Most of my good friends who have children describe their eating habits as adventurous, up to a point. In other words, as babies, they’ll eat almost anything: olives, capers, lemon wedges, even those tiny dried fish from Japanese grocery stores. My sister’s kids loved those! They’d eat them like popcorn; they loved the seaweed snacks, too. I’ve heard that babies love sour food like plain lemon wedges (typing these words makes my salivary glands overreact!) and can eat whole lemons with glee. But they also love to eat a whole range of unusual foods that, predictably, ends when they become a toddler.

This leaves parents shaking their heads, confused, wondering what happened, what did they do wrong? All of a sudden their little one will only eat pasta and butter. Or dinosaur-shaped chicken nuggets. Or cheese pizza, without so much as a speck of oregano. Maybe a piece of broccoli sneaks under their toddler radar, but that’s it. Some kids seemingly never outgrow this phase, and others do. Only a few “lucky” parents end up having kids who still eat adventurously all through childhood. I know one little girl who can eat an entire jar of olives, if her parents let her, as well as a little guy who knows his way rather well around a menu at his parents’ favorite Thai restaurant. It’s a roll of the dice!

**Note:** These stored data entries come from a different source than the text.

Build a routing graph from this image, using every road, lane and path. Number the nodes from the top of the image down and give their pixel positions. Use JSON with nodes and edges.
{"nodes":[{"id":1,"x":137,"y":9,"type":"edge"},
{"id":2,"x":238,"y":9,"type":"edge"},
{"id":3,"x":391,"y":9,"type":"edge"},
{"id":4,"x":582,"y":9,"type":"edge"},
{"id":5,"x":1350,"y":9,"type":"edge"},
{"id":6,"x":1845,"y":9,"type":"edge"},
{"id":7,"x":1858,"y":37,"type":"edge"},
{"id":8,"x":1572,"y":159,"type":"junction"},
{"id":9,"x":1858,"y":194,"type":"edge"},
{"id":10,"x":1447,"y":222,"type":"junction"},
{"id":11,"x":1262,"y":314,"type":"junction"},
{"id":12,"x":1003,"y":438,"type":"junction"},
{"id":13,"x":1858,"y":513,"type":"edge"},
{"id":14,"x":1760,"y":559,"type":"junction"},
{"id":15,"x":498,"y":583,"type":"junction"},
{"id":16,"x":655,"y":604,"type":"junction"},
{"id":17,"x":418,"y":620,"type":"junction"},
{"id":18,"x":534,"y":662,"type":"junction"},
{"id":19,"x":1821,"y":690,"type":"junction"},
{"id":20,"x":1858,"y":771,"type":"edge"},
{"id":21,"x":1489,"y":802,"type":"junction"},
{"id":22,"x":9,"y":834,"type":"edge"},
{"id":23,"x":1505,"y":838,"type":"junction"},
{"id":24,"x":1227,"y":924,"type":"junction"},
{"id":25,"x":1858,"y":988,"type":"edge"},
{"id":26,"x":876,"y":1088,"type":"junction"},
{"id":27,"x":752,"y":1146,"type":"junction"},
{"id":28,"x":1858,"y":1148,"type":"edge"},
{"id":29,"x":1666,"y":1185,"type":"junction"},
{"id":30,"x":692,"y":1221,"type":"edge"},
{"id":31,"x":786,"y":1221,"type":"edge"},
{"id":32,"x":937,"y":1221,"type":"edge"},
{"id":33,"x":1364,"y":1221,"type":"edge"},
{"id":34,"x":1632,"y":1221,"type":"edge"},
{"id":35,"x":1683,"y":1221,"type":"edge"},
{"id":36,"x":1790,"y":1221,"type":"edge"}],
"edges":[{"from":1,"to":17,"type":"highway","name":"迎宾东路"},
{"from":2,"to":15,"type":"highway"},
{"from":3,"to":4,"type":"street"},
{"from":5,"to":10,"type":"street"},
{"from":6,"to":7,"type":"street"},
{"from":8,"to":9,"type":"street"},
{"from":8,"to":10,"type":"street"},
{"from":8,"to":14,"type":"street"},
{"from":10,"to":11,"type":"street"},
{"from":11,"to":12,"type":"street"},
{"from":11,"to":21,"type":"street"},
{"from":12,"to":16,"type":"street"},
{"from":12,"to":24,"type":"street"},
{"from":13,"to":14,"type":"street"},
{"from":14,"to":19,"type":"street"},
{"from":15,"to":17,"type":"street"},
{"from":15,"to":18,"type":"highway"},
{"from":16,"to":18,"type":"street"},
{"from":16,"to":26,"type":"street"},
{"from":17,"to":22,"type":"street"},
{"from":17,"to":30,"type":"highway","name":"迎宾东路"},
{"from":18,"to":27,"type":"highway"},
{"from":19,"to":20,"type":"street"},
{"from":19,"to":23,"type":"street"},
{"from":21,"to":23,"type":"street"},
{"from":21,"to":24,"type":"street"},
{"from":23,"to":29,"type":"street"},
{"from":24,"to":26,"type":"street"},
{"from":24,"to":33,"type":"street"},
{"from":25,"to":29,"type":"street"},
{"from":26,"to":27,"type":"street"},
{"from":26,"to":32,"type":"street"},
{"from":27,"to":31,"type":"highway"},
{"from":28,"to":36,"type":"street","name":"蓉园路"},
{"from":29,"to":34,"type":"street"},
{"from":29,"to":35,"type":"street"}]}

Science tells us it has something to do with developing taste buds, a mechanism built within us to protect ourselves and keep us from eating things that aren’t meant to be eaten. As we age, those taste buds develop fully and we start enjoying a wider range of flavors again. Hopefully. Except for some reason, not many adults can eat a lemon as if it were an orange. (Whoa, there goes my mouth again!)

When that time comes, then this flatbread pizza is bound to please any adult or adventurous kid. Salty olive tapenade, cured capicola, fresh mozzarella, and crispy flatbread: all big flavors that pack a serious tastebud punch. Capicola is glorious and even in small amounts makes a delicious, salty impact.

Make one to share with your favorite adventurous child, or keep it all to yourself and wash it down with an icy pilsner. SO much better than ground up chicken in the shape of a dinosaur.